### PROBLEM TO WORK ON
In the lines below, look for "junctions". Copy each line where it appears.

### Saved entries
========================

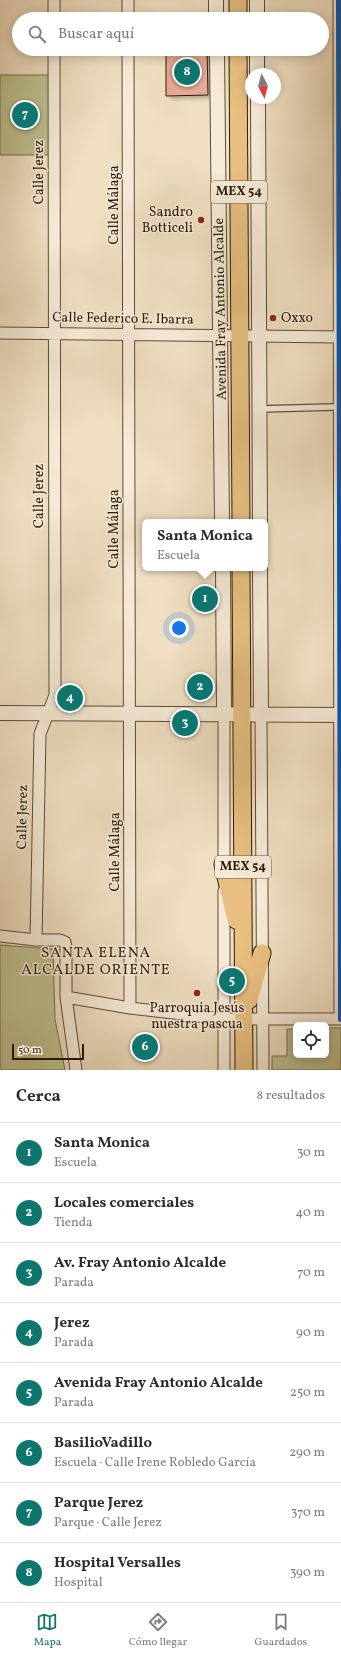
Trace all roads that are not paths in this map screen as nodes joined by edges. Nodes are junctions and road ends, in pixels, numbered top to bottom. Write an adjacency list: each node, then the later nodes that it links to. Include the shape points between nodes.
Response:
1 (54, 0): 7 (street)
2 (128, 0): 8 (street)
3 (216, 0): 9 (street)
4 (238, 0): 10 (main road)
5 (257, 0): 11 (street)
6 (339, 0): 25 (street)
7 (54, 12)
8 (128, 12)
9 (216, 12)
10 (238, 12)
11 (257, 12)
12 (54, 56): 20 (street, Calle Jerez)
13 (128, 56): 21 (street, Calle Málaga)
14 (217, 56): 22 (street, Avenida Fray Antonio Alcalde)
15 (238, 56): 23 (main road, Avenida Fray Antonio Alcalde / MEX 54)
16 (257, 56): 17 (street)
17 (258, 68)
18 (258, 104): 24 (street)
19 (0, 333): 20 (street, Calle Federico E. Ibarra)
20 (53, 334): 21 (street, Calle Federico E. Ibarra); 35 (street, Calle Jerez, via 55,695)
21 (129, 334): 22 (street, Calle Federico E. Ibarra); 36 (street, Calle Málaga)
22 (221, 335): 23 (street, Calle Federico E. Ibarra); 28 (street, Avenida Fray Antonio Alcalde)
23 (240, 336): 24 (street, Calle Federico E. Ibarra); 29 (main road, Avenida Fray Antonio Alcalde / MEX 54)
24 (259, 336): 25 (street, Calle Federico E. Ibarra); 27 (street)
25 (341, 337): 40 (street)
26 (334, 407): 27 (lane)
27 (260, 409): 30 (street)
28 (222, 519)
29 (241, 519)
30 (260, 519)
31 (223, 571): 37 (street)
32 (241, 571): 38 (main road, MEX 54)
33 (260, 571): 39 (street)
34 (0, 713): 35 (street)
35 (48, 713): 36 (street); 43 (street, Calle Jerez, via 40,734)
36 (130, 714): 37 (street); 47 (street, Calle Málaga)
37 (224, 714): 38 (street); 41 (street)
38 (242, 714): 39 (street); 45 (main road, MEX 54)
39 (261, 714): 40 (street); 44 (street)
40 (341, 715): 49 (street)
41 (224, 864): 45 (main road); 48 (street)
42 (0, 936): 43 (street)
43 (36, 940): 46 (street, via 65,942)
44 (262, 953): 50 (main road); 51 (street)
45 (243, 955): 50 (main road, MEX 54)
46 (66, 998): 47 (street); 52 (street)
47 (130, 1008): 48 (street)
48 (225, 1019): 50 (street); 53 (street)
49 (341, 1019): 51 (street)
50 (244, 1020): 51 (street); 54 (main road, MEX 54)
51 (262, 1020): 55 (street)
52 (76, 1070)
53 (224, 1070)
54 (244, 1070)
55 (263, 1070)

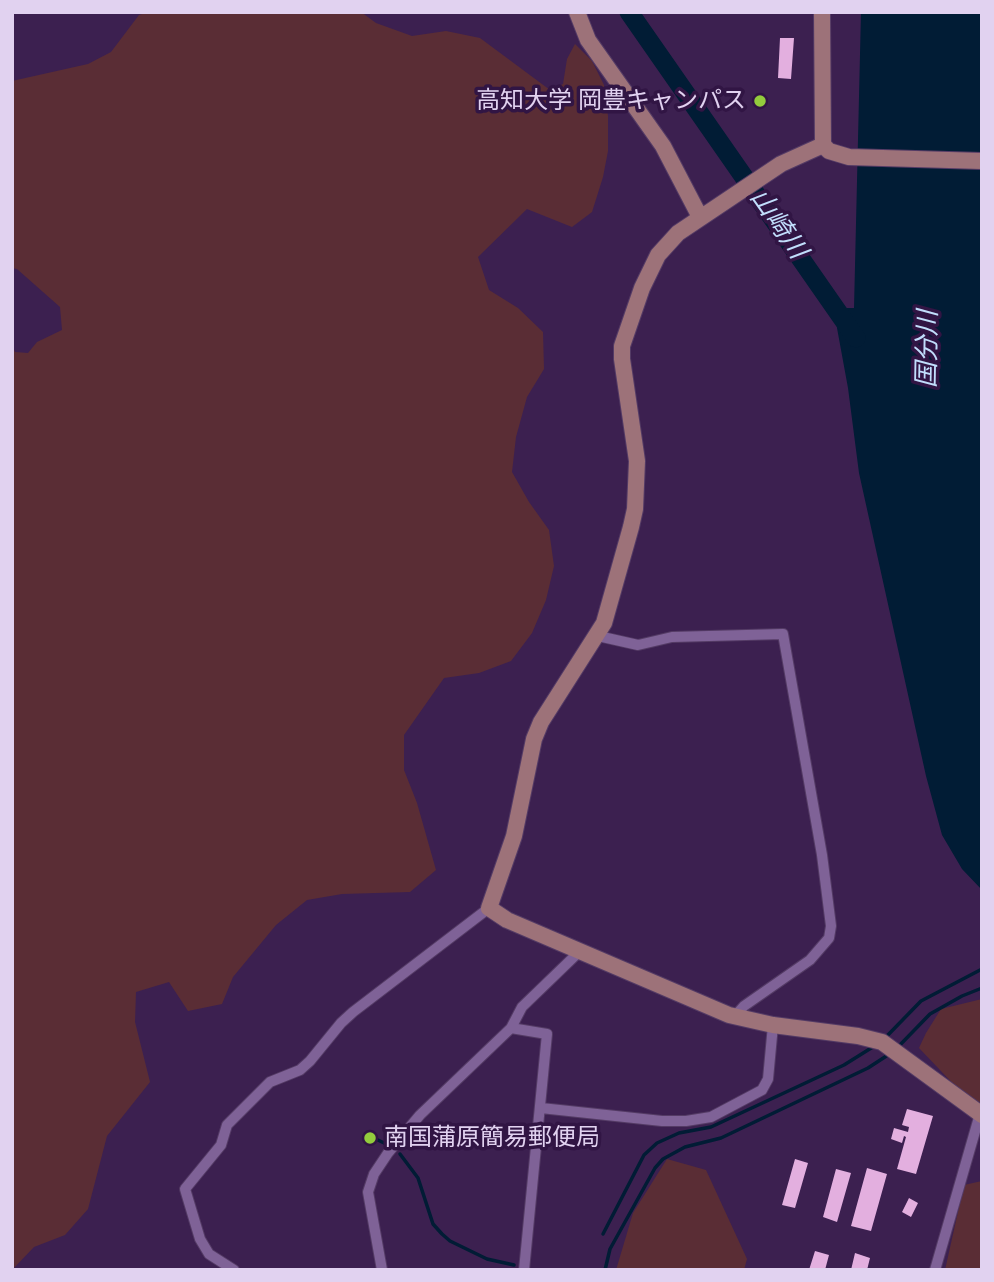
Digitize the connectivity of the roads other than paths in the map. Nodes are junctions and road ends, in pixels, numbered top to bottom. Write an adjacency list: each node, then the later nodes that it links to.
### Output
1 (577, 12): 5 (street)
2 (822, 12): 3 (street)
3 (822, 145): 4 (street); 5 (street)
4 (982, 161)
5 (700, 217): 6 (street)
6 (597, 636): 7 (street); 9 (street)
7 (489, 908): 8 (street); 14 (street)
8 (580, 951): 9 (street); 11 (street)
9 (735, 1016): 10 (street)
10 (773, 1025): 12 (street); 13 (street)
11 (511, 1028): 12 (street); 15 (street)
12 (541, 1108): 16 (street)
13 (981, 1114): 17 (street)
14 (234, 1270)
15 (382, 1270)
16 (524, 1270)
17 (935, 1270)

========================

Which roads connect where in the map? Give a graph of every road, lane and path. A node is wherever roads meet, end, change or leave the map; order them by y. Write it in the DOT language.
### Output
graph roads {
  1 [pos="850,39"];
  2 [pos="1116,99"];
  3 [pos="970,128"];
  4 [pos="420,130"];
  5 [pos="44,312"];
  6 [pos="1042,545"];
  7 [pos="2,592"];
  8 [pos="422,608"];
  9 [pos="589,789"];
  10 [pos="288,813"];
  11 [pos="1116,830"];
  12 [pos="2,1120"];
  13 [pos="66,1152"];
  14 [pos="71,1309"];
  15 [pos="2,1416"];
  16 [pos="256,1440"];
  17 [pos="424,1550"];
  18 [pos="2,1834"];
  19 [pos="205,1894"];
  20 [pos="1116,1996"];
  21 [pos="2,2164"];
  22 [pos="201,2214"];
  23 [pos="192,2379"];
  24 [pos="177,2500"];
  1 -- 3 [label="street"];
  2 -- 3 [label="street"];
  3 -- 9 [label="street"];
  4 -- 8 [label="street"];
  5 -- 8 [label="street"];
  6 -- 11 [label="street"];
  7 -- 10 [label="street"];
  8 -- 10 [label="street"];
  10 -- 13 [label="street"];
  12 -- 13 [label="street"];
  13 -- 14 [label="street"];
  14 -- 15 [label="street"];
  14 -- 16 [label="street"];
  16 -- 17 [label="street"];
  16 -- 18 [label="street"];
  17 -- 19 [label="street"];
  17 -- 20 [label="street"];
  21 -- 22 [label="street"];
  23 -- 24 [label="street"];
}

========================

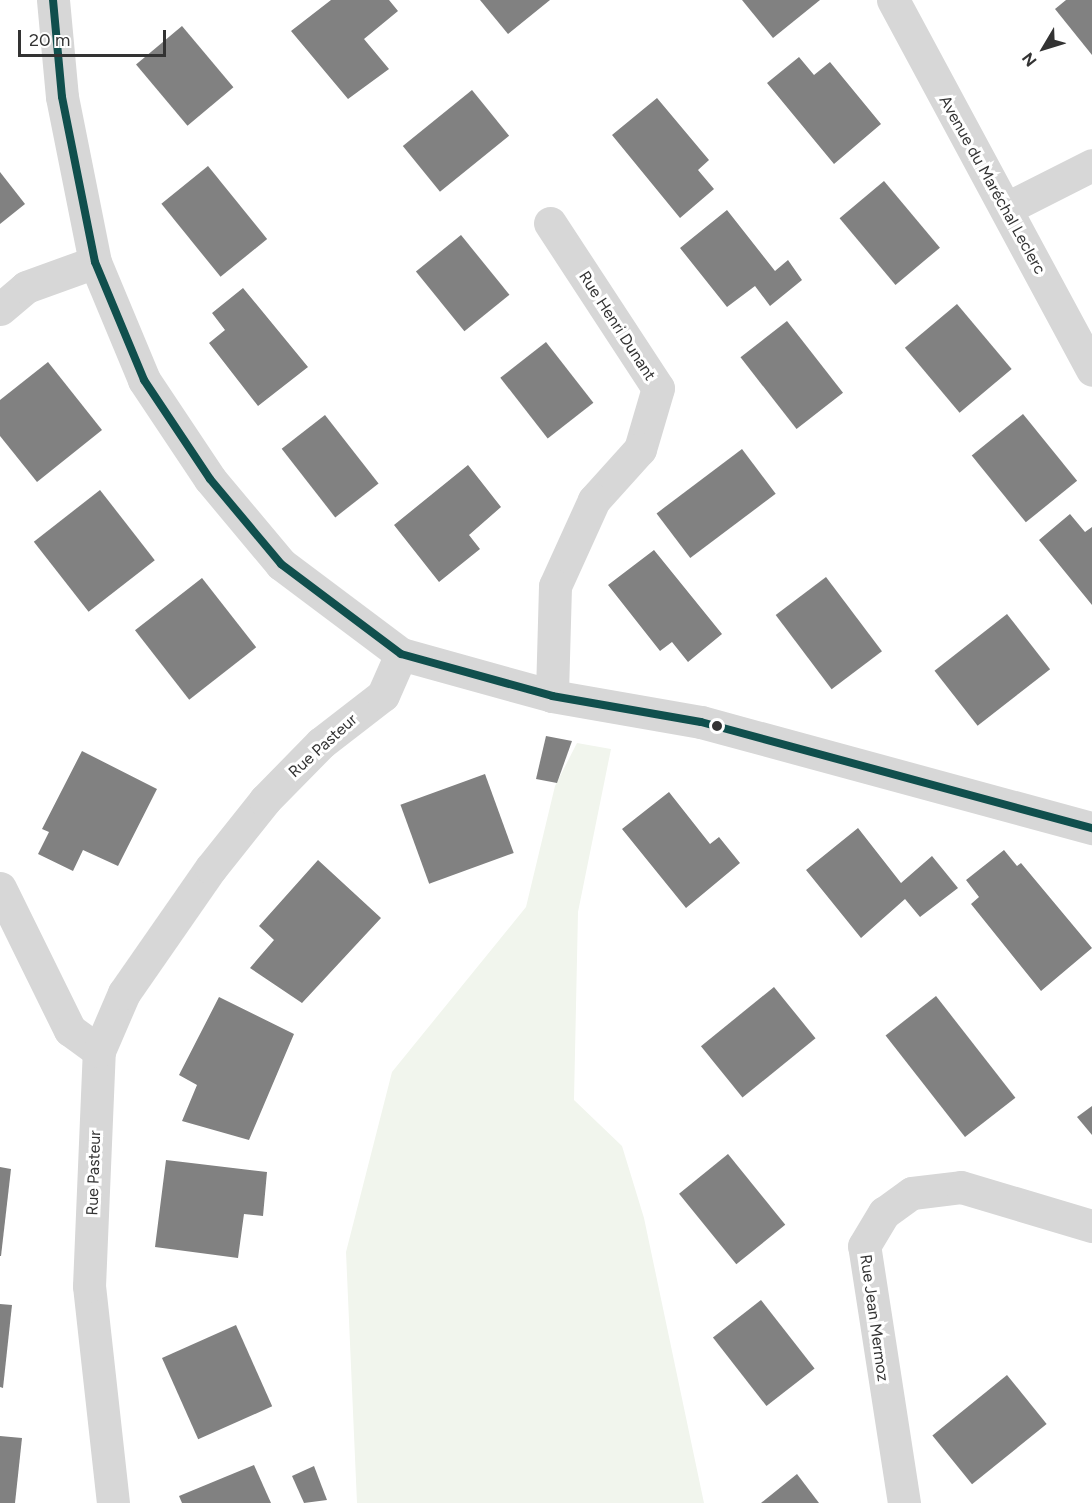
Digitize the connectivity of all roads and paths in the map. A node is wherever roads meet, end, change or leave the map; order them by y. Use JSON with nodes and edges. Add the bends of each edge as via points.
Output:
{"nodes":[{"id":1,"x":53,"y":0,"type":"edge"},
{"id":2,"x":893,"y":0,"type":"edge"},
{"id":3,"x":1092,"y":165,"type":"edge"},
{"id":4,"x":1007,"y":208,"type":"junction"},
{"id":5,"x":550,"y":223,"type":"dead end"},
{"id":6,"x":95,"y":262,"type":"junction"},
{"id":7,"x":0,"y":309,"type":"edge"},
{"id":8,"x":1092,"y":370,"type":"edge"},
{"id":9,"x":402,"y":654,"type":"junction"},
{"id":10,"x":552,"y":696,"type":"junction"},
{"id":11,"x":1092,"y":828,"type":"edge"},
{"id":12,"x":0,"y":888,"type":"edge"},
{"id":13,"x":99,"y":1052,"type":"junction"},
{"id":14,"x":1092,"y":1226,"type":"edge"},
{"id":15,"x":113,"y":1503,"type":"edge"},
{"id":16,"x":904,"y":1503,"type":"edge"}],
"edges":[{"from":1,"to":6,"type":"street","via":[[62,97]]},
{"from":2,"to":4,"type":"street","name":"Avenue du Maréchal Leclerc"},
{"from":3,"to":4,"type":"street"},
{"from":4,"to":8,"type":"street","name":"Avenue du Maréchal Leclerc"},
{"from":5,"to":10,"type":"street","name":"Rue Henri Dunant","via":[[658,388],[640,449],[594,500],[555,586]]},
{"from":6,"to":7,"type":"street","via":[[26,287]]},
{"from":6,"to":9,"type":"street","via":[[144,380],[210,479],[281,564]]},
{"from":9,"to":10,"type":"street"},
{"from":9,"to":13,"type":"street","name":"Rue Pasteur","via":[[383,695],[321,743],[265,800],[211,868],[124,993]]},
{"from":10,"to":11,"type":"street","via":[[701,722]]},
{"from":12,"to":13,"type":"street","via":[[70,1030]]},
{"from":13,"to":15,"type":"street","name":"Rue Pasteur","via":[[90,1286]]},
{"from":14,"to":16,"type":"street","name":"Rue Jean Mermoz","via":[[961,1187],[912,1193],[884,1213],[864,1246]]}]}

========================

### ANSWER TO THIS EXERCISE
Trace all roads that are not paths in this map screen as nodes joined by edges. Nodes are junctions and road ends, in pixels, numbered top to bottom. Write an adjacency list: each node, then the later nodes that it links to. Include the shape points between nodes.
Digitize the connectivity of the roads other than paths in the map. Nodes are junctions and road ends, in pixels, numbered top to bottom. Write an adjacency list: each node, then the later nodes that it links to.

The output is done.